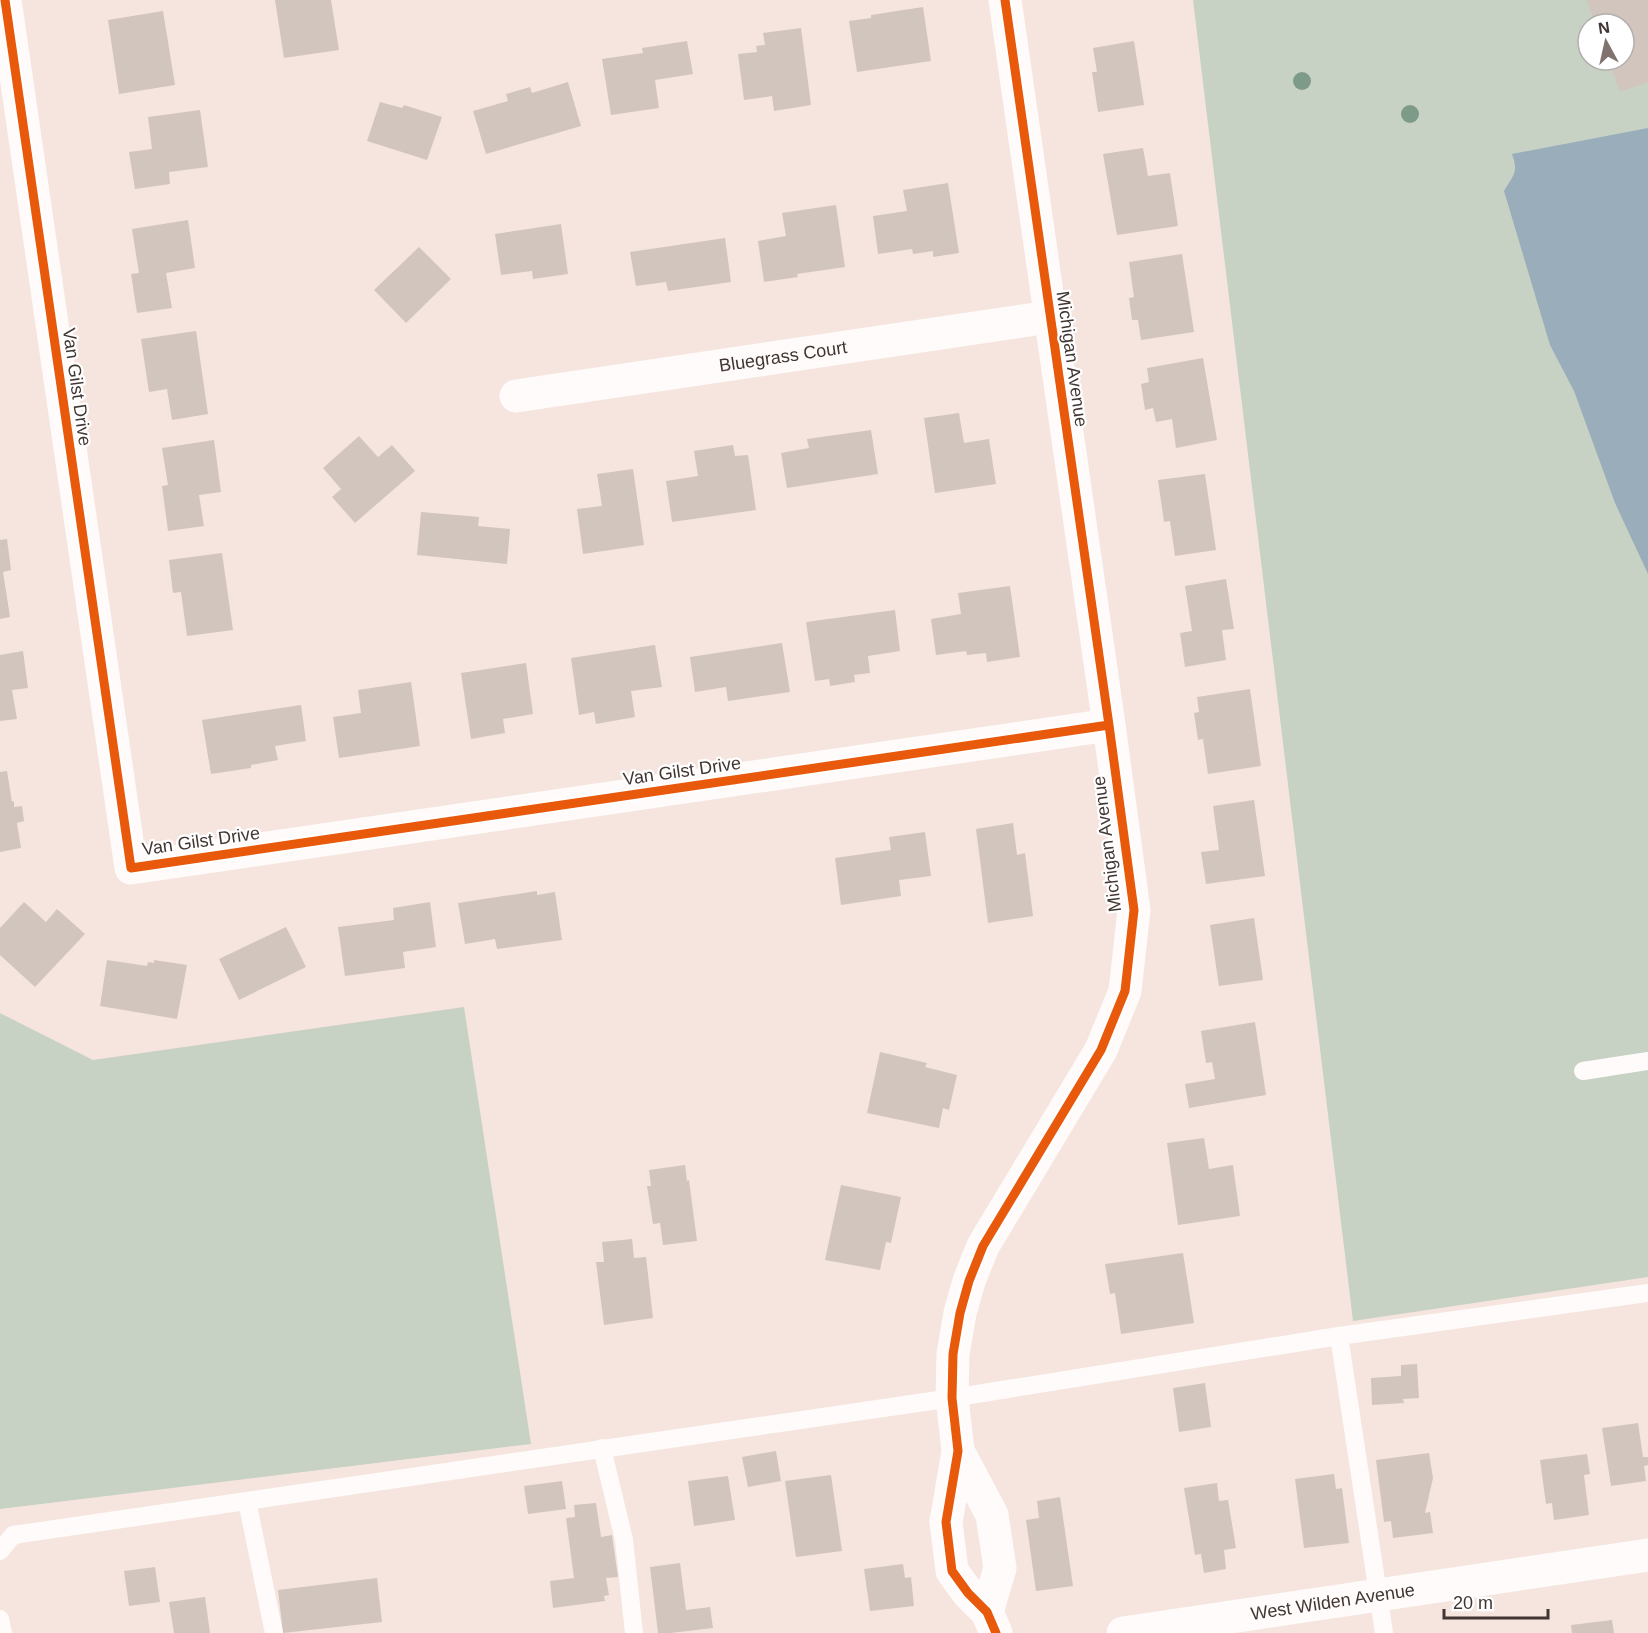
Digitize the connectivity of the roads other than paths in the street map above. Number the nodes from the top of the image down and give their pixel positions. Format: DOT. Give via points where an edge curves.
graph roads {
  1 [pos="5,0"];
  2 [pos="1005,0"];
  3 [pos="1049,317"];
  4 [pos="516,396"];
  5 [pos="1109,725"];
  6 [pos="1648,1061"];
  7 [pos="1583,1071"];
  8 [pos="1648,1293"];
  9 [pos="1339,1336"];
  10 [pos="951,1398"];
  11 [pos="602,1448"];
  12 [pos="958,1451"];
  13 [pos="247,1500"];
  14 [pos="0,1551"];
  15 [pos="1648,1555"];
  16 [pos="1378,1596"];
  17 [pos="0,1619"];
  18 [pos="991,1622"];
  19 [pos="3,1633"];
  20 [pos="274,1633"];
  21 [pos="634,1633"];
  22 [pos="1123,1633"];
  23 [pos="1384,1633"];
  1 -- 5 [label="street, Van Gilst Drive" via="131,868"];
  2 -- 3 [label="street, Michigan Avenue"];
  3 -- 4 [label="street, Bluegrass Court"];
  3 -- 5 [label="street, Michigan Avenue"];
  5 -- 10 [label="street, Michigan Avenue" via="1134,910 1125,991 1101,1050 983,1246 960,1313"];
  6 -- 7 [label="lane"];
  8 -- 9 [label="lane"];
  9 -- 10 [label="lane"];
  9 -- 16 [label="lane"];
  10 -- 11 [label="lane"];
  10 -- 12 [label="street, Michigan Avenue"];
  11 -- 13 [label="lane"];
  11 -- 21 [label="lane" via="624,1540"];
  12 -- 18 [label="street, Michigan Avenue" via="992,1515 1000,1568"];
  12 -- 18 [label="street, Michigan Avenue" via="946,1522 952,1571"];
  13 -- 14 [label="lane" via="13,1535"];
  13 -- 20 [label="lane"];
  15 -- 16 [label="street, West Wilden Avenue"];
  16 -- 22 [label="street, West Wilden Avenue"];
  16 -- 23 [label="lane"];
  17 -- 19 [label="lane"];
}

● BRIEF:
For each entry, repeat its text exactly and leave out any picture it holds.

● TASK SOLUTION:
Digitize the connectivity of the roads other than paths in the street map above. Number the nodes from the top of the image down and give their pixel positions. Format: DOT. Give via points where an edge curves.
graph roads {
  1 [pos="5,0"];
  2 [pos="1005,0"];
  3 [pos="1049,317"];
  4 [pos="516,396"];
  5 [pos="1109,725"];
  6 [pos="1648,1061"];
  7 [pos="1583,1071"];
  8 [pos="1648,1293"];
  9 [pos="1339,1336"];
  10 [pos="951,1398"];
  11 [pos="602,1448"];
  12 [pos="958,1451"];
  13 [pos="247,1500"];
  14 [pos="0,1551"];
  15 [pos="1648,1555"];
  16 [pos="1378,1596"];
  17 [pos="0,1619"];
  18 [pos="991,1622"];
  19 [pos="3,1633"];
  20 [pos="274,1633"];
  21 [pos="634,1633"];
  22 [pos="1123,1633"];
  23 [pos="1384,1633"];
  1 -- 5 [label="street, Van Gilst Drive" via="131,868"];
  2 -- 3 [label="street, Michigan Avenue"];
  3 -- 4 [label="street, Bluegrass Court"];
  3 -- 5 [label="street, Michigan Avenue"];
  5 -- 10 [label="street, Michigan Avenue" via="1134,910 1125,991 1101,1050 983,1246 960,1313"];
  6 -- 7 [label="lane"];
  8 -- 9 [label="lane"];
  9 -- 10 [label="lane"];
  9 -- 16 [label="lane"];
  10 -- 11 [label="lane"];
  10 -- 12 [label="street, Michigan Avenue"];
  11 -- 13 [label="lane"];
  11 -- 21 [label="lane" via="624,1540"];
  12 -- 18 [label="street, Michigan Avenue" via="992,1515 1000,1568"];
  12 -- 18 [label="street, Michigan Avenue" via="946,1522 952,1571"];
  13 -- 14 [label="lane" via="13,1535"];
  13 -- 20 [label="lane"];
  15 -- 16 [label="street, West Wilden Avenue"];
  16 -- 22 [label="street, West Wilden Avenue"];
  16 -- 23 [label="lane"];
  17 -- 19 [label="lane"];
}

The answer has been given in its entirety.